The Charcuterie Handbook
← Glossary

Wood Chunks

Fist-sized pieces of hardwood used to produce smoke in charcoal smokers — the preferred form for kamados, bullet smokers, and kettle grills.

Wood chunks are roughly fist-sized pieces of hardwood, typically 2-4 inches across. They're the standard smoke-producing wood form for charcoal-based smokers like the Weber Smokey Mountain, kamado-style cookers, and charcoal kettles.

How to Use Chunks: Place 3-4 chunks directly on top of or among your lit charcoal. The chunks smolder slowly in the heat, producing smoke over several hours. On a Weber Smokey Mountain, I place chunks in the charcoal ring and they produce smoke for 4-6 hours as the charcoal burns down to meet them.

Chunks vs. Chips: Chunks are always preferable to chips when your setup allows: - Chunks burn slower and produce smoke over hours, not minutes - Chips burn out quickly and need frequent replacement - Chunks don't need soaking (soaking chips is actually counterproductive — it creates steam, not smoke) - Chunks produce a more consistent smoke output

Chunks vs. Splits: Splits are for offset smokers where wood is the primary fuel. Chunks are for smokers that use charcoal as primary fuel and wood for smoke flavor. If your smoker has a charcoal base (WSM, kamado, drum smoker), use chunks. If it has a firebox (offset), use splits.
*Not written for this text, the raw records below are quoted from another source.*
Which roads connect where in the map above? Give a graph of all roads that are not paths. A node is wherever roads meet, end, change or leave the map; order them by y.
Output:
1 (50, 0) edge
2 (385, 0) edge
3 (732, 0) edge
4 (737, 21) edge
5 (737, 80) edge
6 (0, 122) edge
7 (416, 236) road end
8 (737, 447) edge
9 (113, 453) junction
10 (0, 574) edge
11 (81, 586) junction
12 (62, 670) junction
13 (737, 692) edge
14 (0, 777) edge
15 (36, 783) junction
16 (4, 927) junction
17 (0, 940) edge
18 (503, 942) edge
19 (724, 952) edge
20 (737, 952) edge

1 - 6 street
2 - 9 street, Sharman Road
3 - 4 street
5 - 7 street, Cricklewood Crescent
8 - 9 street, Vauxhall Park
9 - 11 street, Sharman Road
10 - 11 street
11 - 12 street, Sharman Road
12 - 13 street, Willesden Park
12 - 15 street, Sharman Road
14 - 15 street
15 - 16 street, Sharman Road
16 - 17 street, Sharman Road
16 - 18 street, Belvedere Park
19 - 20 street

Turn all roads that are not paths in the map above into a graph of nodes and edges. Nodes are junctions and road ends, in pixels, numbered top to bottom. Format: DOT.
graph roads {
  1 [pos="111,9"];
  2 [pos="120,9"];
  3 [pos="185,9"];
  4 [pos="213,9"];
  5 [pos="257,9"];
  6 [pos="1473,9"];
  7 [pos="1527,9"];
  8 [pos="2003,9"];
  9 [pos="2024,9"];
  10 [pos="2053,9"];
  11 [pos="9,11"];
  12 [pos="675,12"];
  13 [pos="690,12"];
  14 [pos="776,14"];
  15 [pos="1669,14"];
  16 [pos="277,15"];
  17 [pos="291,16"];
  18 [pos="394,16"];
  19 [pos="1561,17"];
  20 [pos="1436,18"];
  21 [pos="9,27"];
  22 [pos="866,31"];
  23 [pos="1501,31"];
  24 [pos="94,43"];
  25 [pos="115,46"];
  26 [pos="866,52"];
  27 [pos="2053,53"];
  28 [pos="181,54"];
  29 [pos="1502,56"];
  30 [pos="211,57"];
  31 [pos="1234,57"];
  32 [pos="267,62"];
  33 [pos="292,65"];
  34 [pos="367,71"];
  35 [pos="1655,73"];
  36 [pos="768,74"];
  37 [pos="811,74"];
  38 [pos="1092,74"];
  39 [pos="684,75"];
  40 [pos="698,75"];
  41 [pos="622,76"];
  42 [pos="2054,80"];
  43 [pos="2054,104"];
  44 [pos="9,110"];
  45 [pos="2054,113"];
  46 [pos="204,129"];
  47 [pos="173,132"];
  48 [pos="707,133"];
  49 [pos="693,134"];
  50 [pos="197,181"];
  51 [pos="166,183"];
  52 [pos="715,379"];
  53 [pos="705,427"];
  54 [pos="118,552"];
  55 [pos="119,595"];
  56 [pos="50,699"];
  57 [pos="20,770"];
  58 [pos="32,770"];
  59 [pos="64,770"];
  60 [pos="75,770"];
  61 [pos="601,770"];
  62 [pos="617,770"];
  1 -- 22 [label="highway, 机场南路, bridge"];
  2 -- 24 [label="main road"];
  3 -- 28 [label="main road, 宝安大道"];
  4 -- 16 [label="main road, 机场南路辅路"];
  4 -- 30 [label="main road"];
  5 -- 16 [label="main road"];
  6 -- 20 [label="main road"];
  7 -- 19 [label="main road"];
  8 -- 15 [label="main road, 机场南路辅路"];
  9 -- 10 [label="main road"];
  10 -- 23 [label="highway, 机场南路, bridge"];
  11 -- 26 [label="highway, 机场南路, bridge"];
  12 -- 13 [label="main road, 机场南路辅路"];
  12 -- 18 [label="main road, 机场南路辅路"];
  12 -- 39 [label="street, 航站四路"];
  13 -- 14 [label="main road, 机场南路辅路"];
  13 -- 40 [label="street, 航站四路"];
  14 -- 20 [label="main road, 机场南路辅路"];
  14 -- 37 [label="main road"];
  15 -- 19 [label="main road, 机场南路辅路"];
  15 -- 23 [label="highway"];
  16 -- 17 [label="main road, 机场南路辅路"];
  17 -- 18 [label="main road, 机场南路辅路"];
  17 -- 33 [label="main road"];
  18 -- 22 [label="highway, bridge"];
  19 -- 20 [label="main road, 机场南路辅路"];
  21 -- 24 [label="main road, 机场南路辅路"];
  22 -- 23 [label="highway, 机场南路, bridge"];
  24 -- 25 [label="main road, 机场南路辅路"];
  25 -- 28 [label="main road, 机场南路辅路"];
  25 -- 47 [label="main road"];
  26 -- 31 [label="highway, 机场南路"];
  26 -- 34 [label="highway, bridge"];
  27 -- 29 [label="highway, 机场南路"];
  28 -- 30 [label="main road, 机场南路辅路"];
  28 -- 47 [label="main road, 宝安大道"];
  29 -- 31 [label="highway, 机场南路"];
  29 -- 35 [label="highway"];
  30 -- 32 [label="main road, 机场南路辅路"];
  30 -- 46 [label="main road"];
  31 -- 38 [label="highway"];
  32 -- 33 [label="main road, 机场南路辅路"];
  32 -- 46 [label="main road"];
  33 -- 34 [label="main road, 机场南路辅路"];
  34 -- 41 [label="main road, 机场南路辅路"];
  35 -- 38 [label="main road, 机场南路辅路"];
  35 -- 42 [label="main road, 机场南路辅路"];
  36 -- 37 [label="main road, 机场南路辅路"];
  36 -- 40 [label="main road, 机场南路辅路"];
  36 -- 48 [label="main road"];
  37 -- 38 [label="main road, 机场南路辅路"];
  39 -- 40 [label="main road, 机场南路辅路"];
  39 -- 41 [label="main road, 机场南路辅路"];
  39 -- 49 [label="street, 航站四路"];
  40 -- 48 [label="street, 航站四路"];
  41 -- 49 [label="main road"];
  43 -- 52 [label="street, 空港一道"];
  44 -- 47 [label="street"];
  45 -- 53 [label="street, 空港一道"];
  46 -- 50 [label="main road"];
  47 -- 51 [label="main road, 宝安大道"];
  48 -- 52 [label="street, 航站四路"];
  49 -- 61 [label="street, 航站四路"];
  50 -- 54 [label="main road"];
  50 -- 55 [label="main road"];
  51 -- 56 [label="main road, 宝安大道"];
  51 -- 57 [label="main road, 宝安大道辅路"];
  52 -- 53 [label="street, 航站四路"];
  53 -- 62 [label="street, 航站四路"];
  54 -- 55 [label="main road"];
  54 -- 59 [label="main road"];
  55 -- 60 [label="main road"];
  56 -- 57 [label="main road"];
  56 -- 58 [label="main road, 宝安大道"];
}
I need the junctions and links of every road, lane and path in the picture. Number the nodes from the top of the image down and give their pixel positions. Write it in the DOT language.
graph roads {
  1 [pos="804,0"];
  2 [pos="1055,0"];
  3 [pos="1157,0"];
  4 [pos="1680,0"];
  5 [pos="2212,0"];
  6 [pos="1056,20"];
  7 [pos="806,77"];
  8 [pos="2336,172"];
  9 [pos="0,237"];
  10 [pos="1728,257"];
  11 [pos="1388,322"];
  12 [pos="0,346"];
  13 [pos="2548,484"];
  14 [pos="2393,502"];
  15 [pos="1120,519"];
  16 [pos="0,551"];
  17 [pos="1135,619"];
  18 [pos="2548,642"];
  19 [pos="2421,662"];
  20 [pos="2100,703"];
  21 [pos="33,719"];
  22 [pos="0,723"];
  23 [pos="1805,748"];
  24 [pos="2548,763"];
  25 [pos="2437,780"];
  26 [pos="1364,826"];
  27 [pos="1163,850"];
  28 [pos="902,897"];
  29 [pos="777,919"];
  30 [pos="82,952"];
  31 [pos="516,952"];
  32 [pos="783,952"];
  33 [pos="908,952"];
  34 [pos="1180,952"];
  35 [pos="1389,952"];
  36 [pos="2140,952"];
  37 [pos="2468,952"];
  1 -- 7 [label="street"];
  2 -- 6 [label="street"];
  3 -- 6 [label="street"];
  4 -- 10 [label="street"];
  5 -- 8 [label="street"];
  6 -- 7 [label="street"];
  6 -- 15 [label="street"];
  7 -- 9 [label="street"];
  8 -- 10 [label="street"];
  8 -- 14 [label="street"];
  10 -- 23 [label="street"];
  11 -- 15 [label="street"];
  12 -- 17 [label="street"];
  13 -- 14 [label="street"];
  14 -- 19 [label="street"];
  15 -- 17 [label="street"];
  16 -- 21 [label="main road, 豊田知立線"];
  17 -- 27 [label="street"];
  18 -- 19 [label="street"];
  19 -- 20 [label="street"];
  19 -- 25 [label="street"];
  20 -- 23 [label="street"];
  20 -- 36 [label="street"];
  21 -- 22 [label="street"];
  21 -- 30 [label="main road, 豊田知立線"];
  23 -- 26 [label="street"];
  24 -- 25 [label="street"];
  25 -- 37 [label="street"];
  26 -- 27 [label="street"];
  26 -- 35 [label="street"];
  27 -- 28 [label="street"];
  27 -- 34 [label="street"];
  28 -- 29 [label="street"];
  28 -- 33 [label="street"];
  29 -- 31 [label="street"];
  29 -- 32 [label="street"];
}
How Many to Use: For a full cook, I typically use 4-6 chunks for a 12-hour cook on a bullet smoker. Place them at different positions in the charcoal so they catch at different times, extending your smoke window. Most smoke absorption happens in the first 3-4 hours anyway, so you don't need chunks producing smoke for the entire cook.

Buying Chunks: Available at most hardware stores and online. Buy species-specific chunks (post oak, hickory, cherry, etc.) from BBQ specialty retailers for the best quality. Avoid "mystery wood" blends that don't specify species.